"They're coming to get you, Barbra."
Ahhhh, Real Zombies!
Night of the Living Dead is a 1968 horror film. It's the first in the Living Dead series and the first film to portrayal zombies as they are today, with a formula often copied by other zombie films, shows and games. Direct by zombie master George A. Romero (Dawn of the Dead) and written by Romero and John A. Russo (Santa Claws), the film follows Barbra (Judith O'Dea) who, after zombies attack here and her brother (Russell Streiner), finds herself trapped in an old farmhouse with Ben (Duane Jones), husband and wife Harry (Karl Hardman) and Helen (Marilyn Eastman) and teenagers Tom (Keith Wayne) and Judy (Judith Ridley) and attempts to survive the night of the undead dudes. Uh, that's not very catchy.
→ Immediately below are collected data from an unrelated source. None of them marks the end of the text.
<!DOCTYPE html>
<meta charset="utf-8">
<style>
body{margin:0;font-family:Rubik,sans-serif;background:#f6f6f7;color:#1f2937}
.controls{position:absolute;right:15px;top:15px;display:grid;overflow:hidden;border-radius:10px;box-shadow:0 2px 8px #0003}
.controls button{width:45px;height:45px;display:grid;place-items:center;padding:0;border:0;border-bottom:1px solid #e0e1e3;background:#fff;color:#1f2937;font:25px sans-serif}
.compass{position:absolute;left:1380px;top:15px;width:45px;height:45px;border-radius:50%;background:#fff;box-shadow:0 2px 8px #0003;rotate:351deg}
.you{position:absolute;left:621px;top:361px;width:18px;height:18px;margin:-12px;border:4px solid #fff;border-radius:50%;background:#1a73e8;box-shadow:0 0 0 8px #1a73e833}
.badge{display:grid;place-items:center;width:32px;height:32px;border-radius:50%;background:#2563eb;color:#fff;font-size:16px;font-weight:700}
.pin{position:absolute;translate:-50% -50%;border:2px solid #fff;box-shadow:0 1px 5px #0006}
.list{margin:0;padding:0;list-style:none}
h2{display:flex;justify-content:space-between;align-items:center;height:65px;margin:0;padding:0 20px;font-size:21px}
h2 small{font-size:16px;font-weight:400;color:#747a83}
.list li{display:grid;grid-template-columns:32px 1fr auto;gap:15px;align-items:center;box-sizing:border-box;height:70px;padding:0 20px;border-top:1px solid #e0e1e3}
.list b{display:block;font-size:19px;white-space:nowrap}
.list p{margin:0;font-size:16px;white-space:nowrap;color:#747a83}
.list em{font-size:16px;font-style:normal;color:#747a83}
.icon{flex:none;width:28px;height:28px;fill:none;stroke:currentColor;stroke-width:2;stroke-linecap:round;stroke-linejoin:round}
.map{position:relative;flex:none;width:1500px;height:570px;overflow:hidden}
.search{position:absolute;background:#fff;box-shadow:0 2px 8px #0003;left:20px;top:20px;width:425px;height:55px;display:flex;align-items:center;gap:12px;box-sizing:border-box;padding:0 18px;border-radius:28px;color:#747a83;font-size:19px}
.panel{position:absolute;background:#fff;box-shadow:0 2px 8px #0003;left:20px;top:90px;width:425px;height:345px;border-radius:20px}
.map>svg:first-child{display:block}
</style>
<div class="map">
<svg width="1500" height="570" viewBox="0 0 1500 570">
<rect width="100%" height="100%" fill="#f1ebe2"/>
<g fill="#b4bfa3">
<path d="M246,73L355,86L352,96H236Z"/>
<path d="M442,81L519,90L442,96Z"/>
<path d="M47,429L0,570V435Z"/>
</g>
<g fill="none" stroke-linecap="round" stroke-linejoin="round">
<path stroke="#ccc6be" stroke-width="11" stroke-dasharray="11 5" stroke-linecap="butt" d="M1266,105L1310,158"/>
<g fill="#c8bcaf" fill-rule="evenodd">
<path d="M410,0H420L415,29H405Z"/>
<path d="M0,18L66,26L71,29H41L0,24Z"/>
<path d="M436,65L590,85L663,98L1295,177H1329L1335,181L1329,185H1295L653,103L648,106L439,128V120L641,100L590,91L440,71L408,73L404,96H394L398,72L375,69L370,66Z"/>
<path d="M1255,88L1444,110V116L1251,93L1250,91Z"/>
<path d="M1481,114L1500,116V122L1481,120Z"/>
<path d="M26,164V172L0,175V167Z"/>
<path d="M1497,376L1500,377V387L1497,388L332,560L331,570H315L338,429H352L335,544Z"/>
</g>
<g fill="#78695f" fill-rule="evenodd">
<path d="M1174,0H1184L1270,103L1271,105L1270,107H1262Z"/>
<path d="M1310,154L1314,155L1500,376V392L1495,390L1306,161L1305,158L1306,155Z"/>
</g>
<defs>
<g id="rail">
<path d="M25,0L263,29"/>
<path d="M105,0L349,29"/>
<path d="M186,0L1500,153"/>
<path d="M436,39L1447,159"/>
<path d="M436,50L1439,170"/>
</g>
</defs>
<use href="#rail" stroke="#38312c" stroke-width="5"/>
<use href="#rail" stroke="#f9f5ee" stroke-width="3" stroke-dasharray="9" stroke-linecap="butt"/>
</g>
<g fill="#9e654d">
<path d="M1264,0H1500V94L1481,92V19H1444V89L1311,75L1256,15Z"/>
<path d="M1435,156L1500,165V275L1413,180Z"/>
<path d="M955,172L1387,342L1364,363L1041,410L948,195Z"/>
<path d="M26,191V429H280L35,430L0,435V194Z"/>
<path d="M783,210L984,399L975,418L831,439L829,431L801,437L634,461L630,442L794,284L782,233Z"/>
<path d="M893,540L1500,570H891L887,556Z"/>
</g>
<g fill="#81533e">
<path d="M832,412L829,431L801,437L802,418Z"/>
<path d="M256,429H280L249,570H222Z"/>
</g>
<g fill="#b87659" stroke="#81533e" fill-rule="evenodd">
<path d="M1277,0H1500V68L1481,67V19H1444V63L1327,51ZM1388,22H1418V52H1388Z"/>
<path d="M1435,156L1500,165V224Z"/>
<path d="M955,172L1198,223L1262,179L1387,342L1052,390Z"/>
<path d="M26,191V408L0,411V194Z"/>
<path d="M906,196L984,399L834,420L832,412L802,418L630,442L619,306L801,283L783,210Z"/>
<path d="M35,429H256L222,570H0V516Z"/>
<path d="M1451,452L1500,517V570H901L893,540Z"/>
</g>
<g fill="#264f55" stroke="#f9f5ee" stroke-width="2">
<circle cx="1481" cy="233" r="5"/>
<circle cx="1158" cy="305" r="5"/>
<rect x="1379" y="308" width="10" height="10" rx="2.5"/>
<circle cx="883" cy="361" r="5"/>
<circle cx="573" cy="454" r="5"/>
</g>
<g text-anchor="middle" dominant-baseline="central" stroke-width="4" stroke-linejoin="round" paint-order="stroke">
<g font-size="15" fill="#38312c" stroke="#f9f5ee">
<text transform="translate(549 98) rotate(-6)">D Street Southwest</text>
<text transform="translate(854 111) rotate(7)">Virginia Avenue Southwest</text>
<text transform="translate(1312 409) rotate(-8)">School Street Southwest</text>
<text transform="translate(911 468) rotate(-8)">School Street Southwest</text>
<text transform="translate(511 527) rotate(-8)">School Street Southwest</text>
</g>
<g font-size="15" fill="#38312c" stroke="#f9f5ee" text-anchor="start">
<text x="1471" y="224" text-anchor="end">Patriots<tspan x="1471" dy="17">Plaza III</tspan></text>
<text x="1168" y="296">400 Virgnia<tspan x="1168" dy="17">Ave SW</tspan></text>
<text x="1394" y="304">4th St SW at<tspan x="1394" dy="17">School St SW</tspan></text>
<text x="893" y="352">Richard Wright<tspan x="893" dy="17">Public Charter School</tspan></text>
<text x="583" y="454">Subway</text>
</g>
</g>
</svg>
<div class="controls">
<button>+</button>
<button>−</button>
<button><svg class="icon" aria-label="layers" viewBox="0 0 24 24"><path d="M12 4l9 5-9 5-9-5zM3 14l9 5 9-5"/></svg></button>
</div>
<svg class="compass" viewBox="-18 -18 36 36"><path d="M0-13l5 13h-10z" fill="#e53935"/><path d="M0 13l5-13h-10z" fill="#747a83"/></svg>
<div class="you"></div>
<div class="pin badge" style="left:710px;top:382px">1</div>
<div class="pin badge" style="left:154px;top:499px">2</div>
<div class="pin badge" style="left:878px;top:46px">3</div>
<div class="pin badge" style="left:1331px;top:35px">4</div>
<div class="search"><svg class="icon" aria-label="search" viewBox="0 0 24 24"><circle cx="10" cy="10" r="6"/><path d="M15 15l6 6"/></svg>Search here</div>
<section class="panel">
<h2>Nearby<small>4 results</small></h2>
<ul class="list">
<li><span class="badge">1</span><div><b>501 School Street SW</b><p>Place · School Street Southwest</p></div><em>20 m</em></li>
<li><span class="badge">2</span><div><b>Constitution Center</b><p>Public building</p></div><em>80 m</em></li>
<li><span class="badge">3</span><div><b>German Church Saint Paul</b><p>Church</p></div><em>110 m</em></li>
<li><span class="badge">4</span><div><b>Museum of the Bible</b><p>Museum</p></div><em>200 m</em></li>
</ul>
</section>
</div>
|Well, that's just embarrassing.|
Curse of the Zombies
I think I've said before that I'm well and truly sick of the zombie genre. I don't think The Walking Dead is all that good, World War Z is still likely to end up on my year's worst list and the best zombies in a video game were the fast zombies in Half-Life 2 (Though The Walking Dead was great). The biggest problem nowadays with zombies is that no one is really doing anything that original with the concept. But, after seeing Night of the Living Dead, it's at least evident as to why the formula is overused. Night is as basic a zombie story gets. A group of strangers finds themselves trapped in an old farmhouse that's slowly being surrounded by zombies. And yet, being the first film to do this pays off. Night of the Living Dead still feels fresh and smart even after 40+ years and countless clones. In fact, it puts modern day zombies to shame. Here, the zombies are slow moving and maybe caused by space radiation. And they're scarier then all they're fast-moving counterparts now. Except for those ones. And here, it's all thanks to some true talent behind the scenes. Romero is really a master, here especially.
When People Attack
Those looking for zombie action shouldn't really look here. Yes, there is some, but at it's core Night of the Living Dead is about the people. Though again tried countless time afterward, Night nails the drama that comes with a group of strangers with varying opinions facing an almost certain death. In the short 1 and a half the movie lasts, you do get invested in the characters, even though not all of them have more than one real trait. Ben and Cooper's arguing is tense, made even more tense when combined with the film's terrifically unsettling atmosphere. A scene of dread settles over the house and it can be felt in every scene. The black-and-white filming is also great and help the make the film more disorienting. You don't always get a good grasp for where you are in the house, combined with the radio speaking in the background, makes things a little bit more unnerving. The film might have set up a ton of zombie imitators, but here, the question of what happens next is always in your mind, even through one or two slow bits. It all leads up to a great ending that will stick long in your mind.
|The highest of terror.|
Night of the Living Dead is a great zombie movie, the granddaddy of all others and still better than most. Thanks to Romero's direction and the characters' great relationships, the film is perfectly unsettling and often tense enough to keep your eyes glued to the screen. Other than one or two slower bit, the film is a great movie that reinforces why zombies are such a popular villain today. Night of the Living Dead (1968) gets 5 stars out of 6.